Perjalanan Coretax dan Konsistensi Perubahan DJP

Oleh: Hana Maurinawati, pegawai Direktorat Jenderal Pajak
Jauh sebelum manusia terbius dalam kecanggihan teknologi, sekitar abad ke-5 Sebelum Masehi, sebuah adicita mengejawantah. Filsuf Yunani Kuno pra-Sokratik dari Efesus, Herakleitos, berkata, "Tak ada yang permanen, kecuali perubahan itu sendiri." Pemikiran Herakleitos yang paling terkenal adalah mengenai perubahan alam semesta. Tidak ada satu pun hal di alam semesta yang bersifat tetap atau permanen, semuanya berada di dalam proses menjadi.
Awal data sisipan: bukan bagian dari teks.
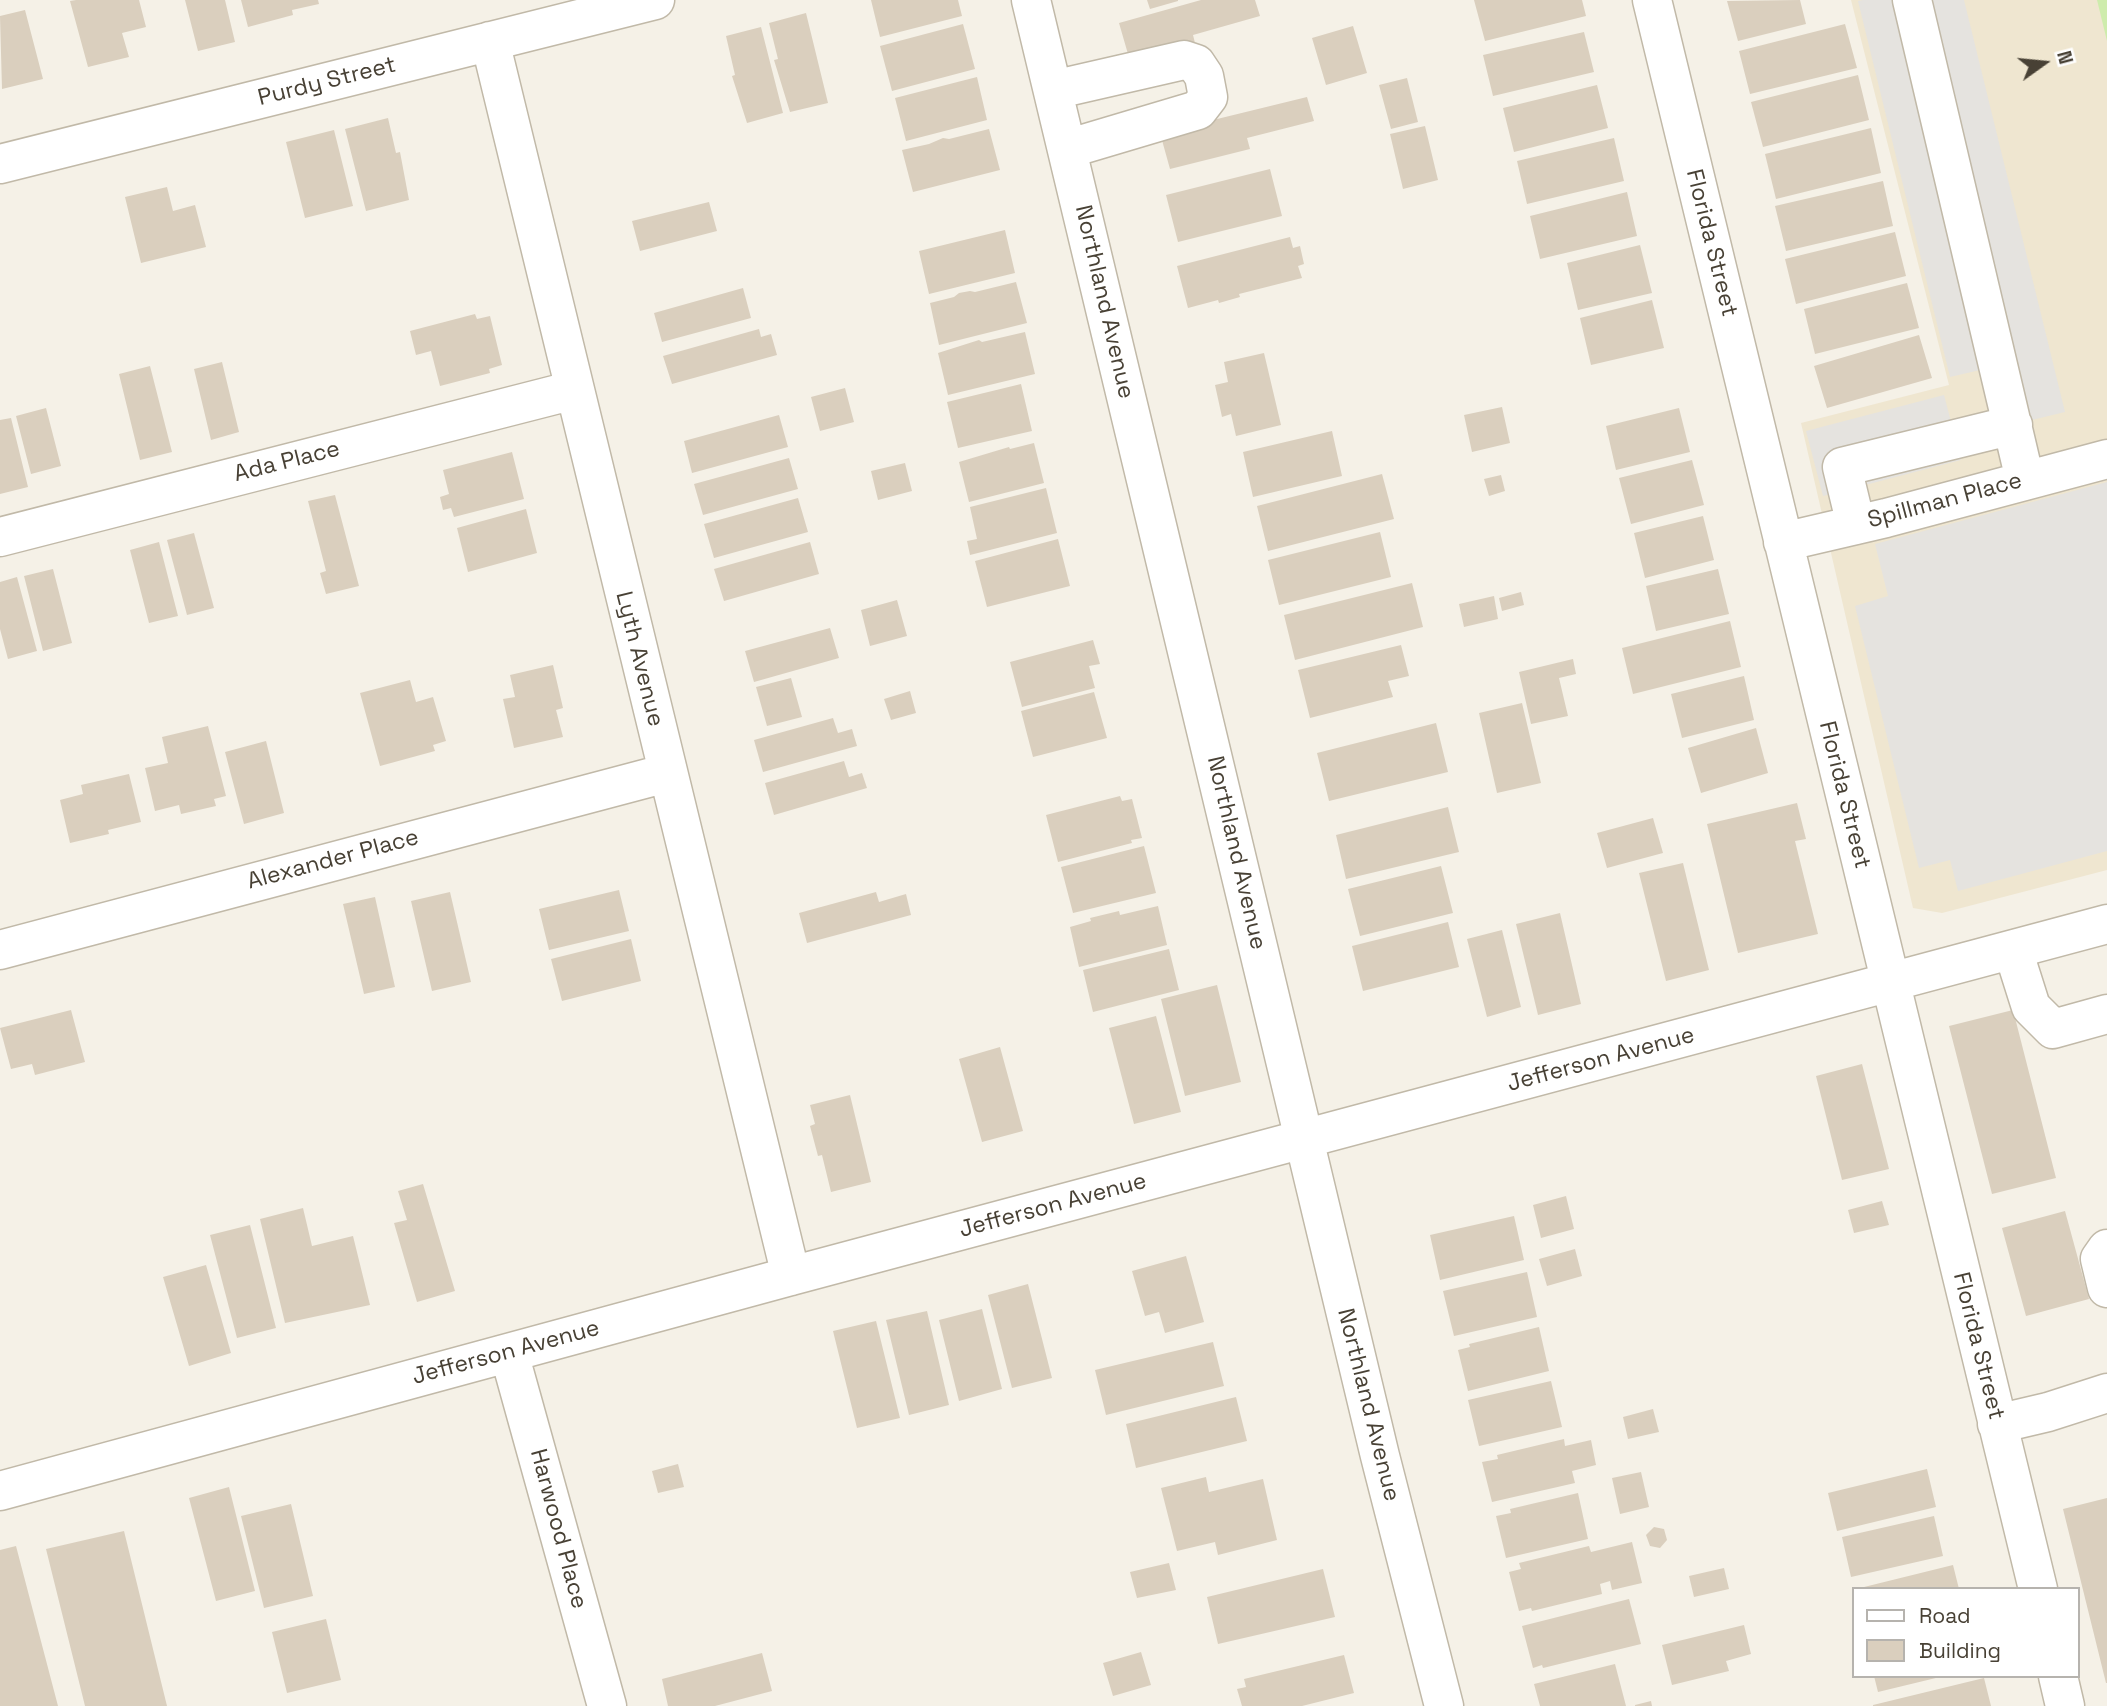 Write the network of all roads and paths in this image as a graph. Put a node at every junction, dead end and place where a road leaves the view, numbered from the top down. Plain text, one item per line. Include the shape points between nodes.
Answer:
1 (655, 0) edge
2 (1031, 0) edge
3 (1652, 0) edge
4 (1912, 0) edge
5 (490, 41) junction
6 (1053, 90) junction
7 (1067, 149) junction
8 (0, 164) edge
9 (574, 390) junction
10 (2012, 425) junction
11 (2107, 458) edge
12 (2025, 480) junction
13 (1856, 524) junction
14 (0, 537) edge
15 (1783, 542) junction
16 (667, 773) junction
17 (2107, 924) edge
18 (0, 950) edge
19 (2013, 950) junction
20 (1889, 983) junction
21 (2107, 1014) edge
22 (1304, 1139) junction
23 (2107, 1250) edge
24 (791, 1276) junction
25 (2107, 1288) edge
26 (509, 1353) junction
27 (2107, 1393) edge
28 (1997, 1424) junction
29 (0, 1491) edge
30 (2038, 1587) edge
31 (2058, 1678) edge
32 (607, 1706) edge
33 (1444, 1706) edge
34 (2064, 1706) edge

1 - 5 street, Purdy Street
2 - 6 street, Northland Avenue
3 - 15 street, Florida Street
4 - 10 street
5 - 8 street, Purdy Street
5 - 9 street, Lyth Avenue
6 - 7 street, Northland Avenue
6 - 7 street via 1184,60 1196,64 1204,76 1208,97 1198,110
7 - 22 street, Northland Avenue
9 - 14 street, Ada Place
9 - 16 street, Lyth Avenue
10 - 12 street
10 - 13 street via 1842,467
11 - 12 street, Spillman Place
12 - 13 street, Spillman Place
13 - 15 street, Spillman Place
15 - 20 street, Florida Street
16 - 18 street, Alexander Place
16 - 24 street, Lyth Avenue
17 - 19 street, Jefferson Avenue
19 - 20 street, Jefferson Avenue
19 - 21 street via 2031,1007 2053,1029
20 - 22 street, Jefferson Avenue
20 - 28 street, Florida Street
22 - 24 street, Jefferson Avenue
22 - 33 street, Northland Avenue
23 - 25 street via 2100,1259
24 - 26 street, Jefferson Avenue
26 - 29 street, Jefferson Avenue
26 - 32 street, Harwood Place
27 - 28 street
28 - 30 street, Florida Street
31 - 34 street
Sang filsuf juga tersohor dengan ucapannya,“Tidak ada orang yang dapat menyeberangi sungai yang sama dua kali, karena baik manusia maupun sungainya tidak sama.”
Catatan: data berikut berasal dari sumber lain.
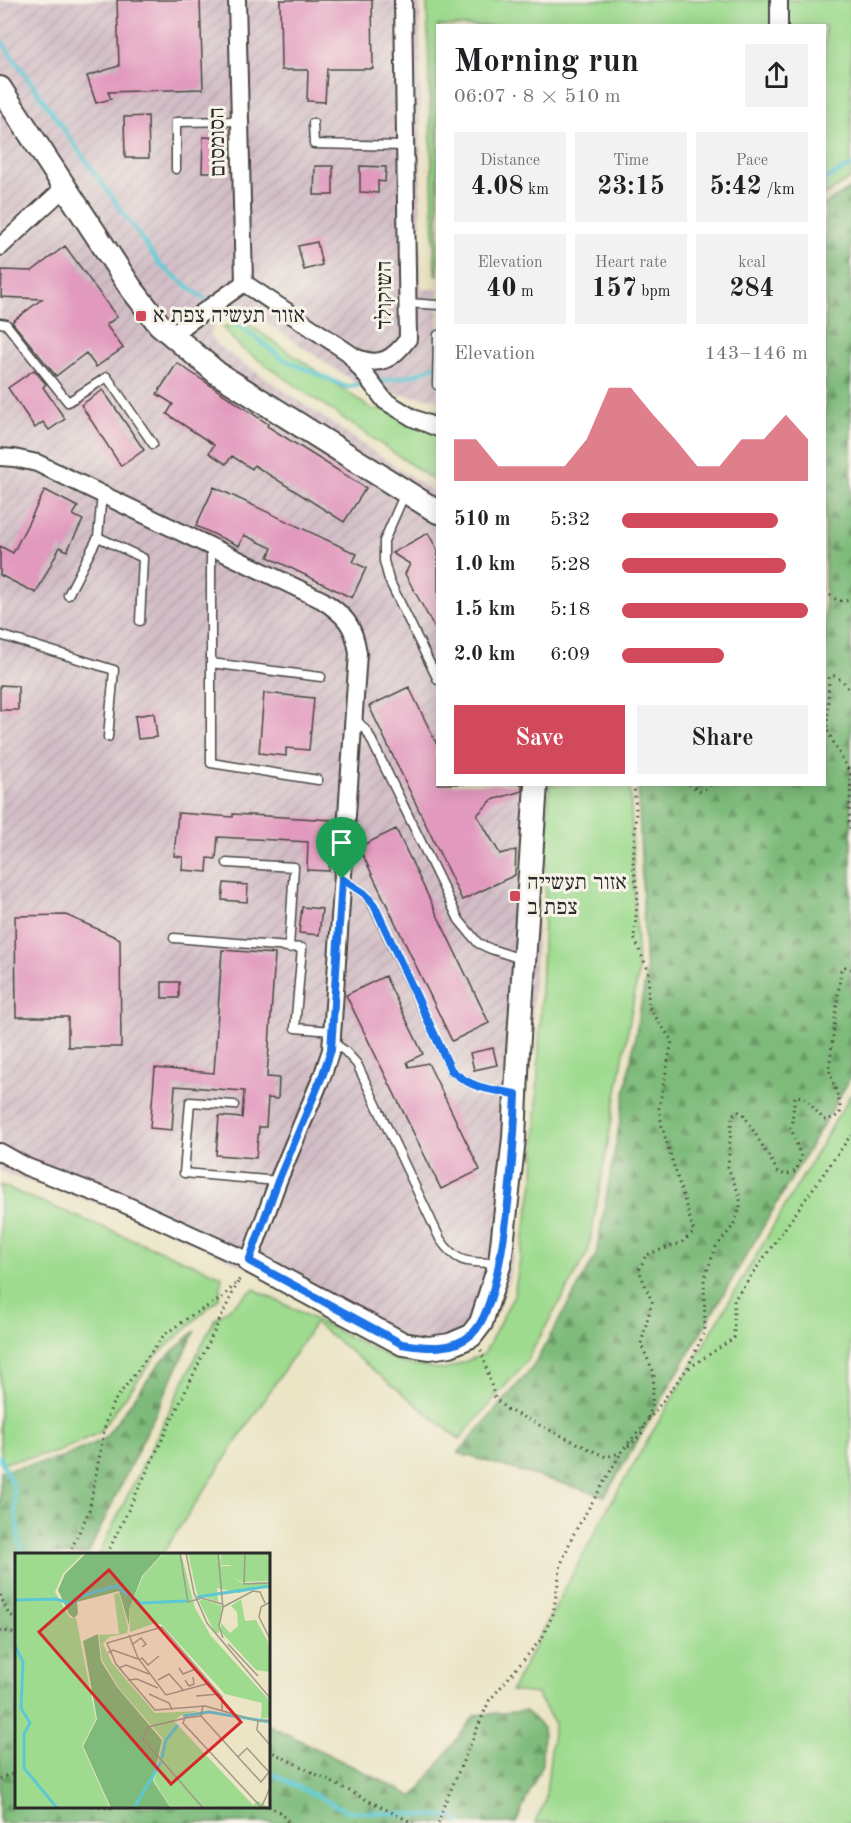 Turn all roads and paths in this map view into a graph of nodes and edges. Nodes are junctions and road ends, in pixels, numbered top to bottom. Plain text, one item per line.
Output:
1 (237, 0) edge
2 (403, 0) edge
3 (778, 0) edge
4 (779, 24) edge
5 (0, 88) edge
6 (240, 121) junction
7 (313, 123) dead end
8 (405, 146) junction
9 (176, 169) dead end
10 (65, 187) junction
11 (0, 246) edge
12 (244, 283) junction
13 (408, 303) junction
14 (436, 305) edge
15 (0, 323) edge
16 (171, 335) junction
17 (347, 352) junction
18 (436, 427) edge
19 (153, 444) dead end
20 (0, 457) edge
21 (406, 491) junction
22 (102, 494) junction
23 (436, 511) edge
24 (98, 537) junction
25 (211, 547) junction
26 (826, 592) edge
27 (68, 595) dead end
28 (851, 600) edge
29 (140, 621) dead end
30 (0, 635) edge
31 (211, 663) junction
32 (436, 676) edge
33 (321, 677) dead end
34 (851, 693) edge
35 (354, 716) junction
36 (108, 737) dead end
37 (318, 780) dead end
38 (536, 786) edge
39 (634, 786) edge
40 (692, 786) edge
41 (710, 786) edge
42 (851, 830) edge
43 (227, 863) dead end
44 (342, 879) junction
45 (174, 938) dead end
46 (289, 948) junction
47 (524, 960) junction
48 (851, 969) edge
49 (332, 1036) junction
50 (516, 1094) junction
51 (234, 1105) dead end
52 (851, 1135) edge
53 (0, 1152) edge
54 (278, 1181) junction
55 (500, 1263) junction
56 (246, 1271) junction
57 (474, 1346) dead end
58 (687, 1369) junction
59 (645, 1424) junction
60 (620, 1453) junction
61 (69, 1553) edge
62 (107, 1553) edge
63 (0, 1595) edge
64 (15, 1618) edge
65 (0, 1630) edge
66 (15, 1634) edge
67 (270, 1751) edge
68 (15, 1774) edge
69 (0, 1780) edge
70 (270, 1807) edge
71 (289, 1823) edge
72 (413, 1823) edge
73 (438, 1823) edge

1 - 6 street, הסומסום
2 - 8 street, השוקולד
3 - 4 street
5 - 10 street
6 - 9 lane
6 - 12 street, הסומסום
7 - 8 lane
8 - 13 street, השוקולד
10 - 11 street
10 - 16 street
12 - 16 street
12 - 17 street, השוקולד
13 - 14 lane
13 - 17 street, השוקולד
15 - 19 lane
16 - 21 street
17 - 18 street
20 - 22 street
21 - 23 street
21 - 32 lane
22 - 24 lane
22 - 25 street
24 - 27 lane
24 - 29 lane
25 - 31 lane
25 - 35 street
26 - 28 path
30 - 36 lane
31 - 33 lane
31 - 37 lane
34 - 42 path
35 - 44 street
35 - 47 lane
38 - 47 street
39 - 59 path
40 - 41 path
43 - 46 lane
44 - 49 street
44 - 50 lane
45 - 46 lane
46 - 49 lane
47 - 50 street
48 - 58 path
49 - 54 street
49 - 55 lane
50 - 55 street
51 - 54 lane
52 - 58 path
53 - 56 street
54 - 56 street
55 - 56 street
56 - 61 path
56 - 62 path
57 - 60 path
58 - 59 path
59 - 60 path
60 - 73 path
63 - 64 path
65 - 66 path
67 - 72 path
68 - 69 path
70 - 71 path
Hal ini bermakna bahwa segala sesuatu mengalami perubahan terus-menerus, selalu bergerak, dan tidak ada yang menetap. Oleh karena itu manusia tidak mungkin “melangkah dua kali” ke dalam situasi yang sama.
Roda zaman terus menggelinding. Pernahkah terbayangkan bahwa setiap hal mutakhir yang kita nikmati merupakan buah dari transformasi konstruktif yang terus-menerus terjadi? Andaikan perubahan berhenti, mungkin manusia masih berbusana dari kulit binatang, menulis di kulit kayu, atau berkirim kabar dengan merpati pos --alih-alih mengenakan fasion terkini, menulis di gawai, atau berkirim pesan via media sosial.
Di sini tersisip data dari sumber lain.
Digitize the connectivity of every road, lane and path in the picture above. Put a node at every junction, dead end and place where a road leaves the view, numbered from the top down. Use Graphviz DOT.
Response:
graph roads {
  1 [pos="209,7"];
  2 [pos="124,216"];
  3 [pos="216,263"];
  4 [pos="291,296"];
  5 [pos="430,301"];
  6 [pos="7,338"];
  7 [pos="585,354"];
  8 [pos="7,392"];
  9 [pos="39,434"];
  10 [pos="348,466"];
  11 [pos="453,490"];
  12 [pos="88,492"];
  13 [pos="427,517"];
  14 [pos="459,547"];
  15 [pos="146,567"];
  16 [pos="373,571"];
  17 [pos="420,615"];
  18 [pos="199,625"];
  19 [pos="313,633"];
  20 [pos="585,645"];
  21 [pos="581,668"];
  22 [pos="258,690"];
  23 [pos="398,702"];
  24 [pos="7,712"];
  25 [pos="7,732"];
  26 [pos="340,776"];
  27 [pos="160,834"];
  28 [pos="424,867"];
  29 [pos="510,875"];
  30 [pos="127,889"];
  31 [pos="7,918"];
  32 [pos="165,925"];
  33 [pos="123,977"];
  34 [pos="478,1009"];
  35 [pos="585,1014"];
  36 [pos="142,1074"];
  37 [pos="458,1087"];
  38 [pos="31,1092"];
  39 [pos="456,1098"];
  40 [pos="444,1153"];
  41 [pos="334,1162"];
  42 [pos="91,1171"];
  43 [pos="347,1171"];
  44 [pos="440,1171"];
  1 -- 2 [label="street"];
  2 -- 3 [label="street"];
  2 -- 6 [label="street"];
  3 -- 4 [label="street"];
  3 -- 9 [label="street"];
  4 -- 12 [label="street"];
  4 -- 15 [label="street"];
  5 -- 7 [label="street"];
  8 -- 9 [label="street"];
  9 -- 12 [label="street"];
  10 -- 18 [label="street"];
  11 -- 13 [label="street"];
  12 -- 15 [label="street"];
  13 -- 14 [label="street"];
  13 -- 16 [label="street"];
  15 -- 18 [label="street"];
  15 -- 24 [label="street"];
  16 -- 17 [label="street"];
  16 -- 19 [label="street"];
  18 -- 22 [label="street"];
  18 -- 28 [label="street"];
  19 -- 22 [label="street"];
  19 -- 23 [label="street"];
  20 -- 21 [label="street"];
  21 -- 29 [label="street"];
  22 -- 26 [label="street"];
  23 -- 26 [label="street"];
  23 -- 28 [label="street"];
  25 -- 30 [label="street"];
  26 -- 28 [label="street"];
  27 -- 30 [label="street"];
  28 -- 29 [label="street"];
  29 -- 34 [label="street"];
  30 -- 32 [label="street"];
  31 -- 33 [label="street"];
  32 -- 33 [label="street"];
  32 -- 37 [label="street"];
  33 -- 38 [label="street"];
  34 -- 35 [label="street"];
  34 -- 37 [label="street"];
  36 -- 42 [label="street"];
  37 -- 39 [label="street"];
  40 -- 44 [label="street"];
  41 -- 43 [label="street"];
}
Filosofi Herakleitos, Coretax, dan DJP
Tidak dapat dimungkiri, perubahan konstan terjadi dalam sebuah negara, organisasi, intansi, bahkan pada unit-unit terkecil dalam hidup ini. Filosofi Herakleitos terlihat padan dengan perjalanan institusi Direktorat Jenderal Pajak (DJP) yang konsisten berubah. Konsistensi perubahan ini selalu melahirkan inisiatif dan inovasi mutakhir yang terbaik.
Pembaruan Sistem Inti Administrasi Perpajakan (SIAP atau Core Tax Administration System, atau selanjutnya disebut Coretax ) digadang-gadang menjadi transformasi kiwari dalam institusi DJP.
Coretax merupakan proyek rancang ulang proses bisnis administrasi perpajakan melalui pembangunan sistem informasi yang berbasis COTS (Commercial Off-the-Shelf) disertai dengan pembenahan basis data perpajakan sehingga sistem perpajakan menjadi mudah, andal, terintegrasi, akurat, dan pasti.
Bagi pegawai lama atau wajib pajak yang bertahun-tahun berjuang membersamai mengumpulkan pundi-pundi negara, entah berapa kali mereka diharuskan beradaptasi terhadap konfigurasi yang berjalan. Sejak DJP berdiri, seberapa sering perubahan telah terjadi di institusi ini? Benarkah perubahan di tubuh DJP ajek alias abadi seperti filosofi Herakleitos? Mari kita menziarahi catatan dan rekaman sejarah perpajakan di Indonesia.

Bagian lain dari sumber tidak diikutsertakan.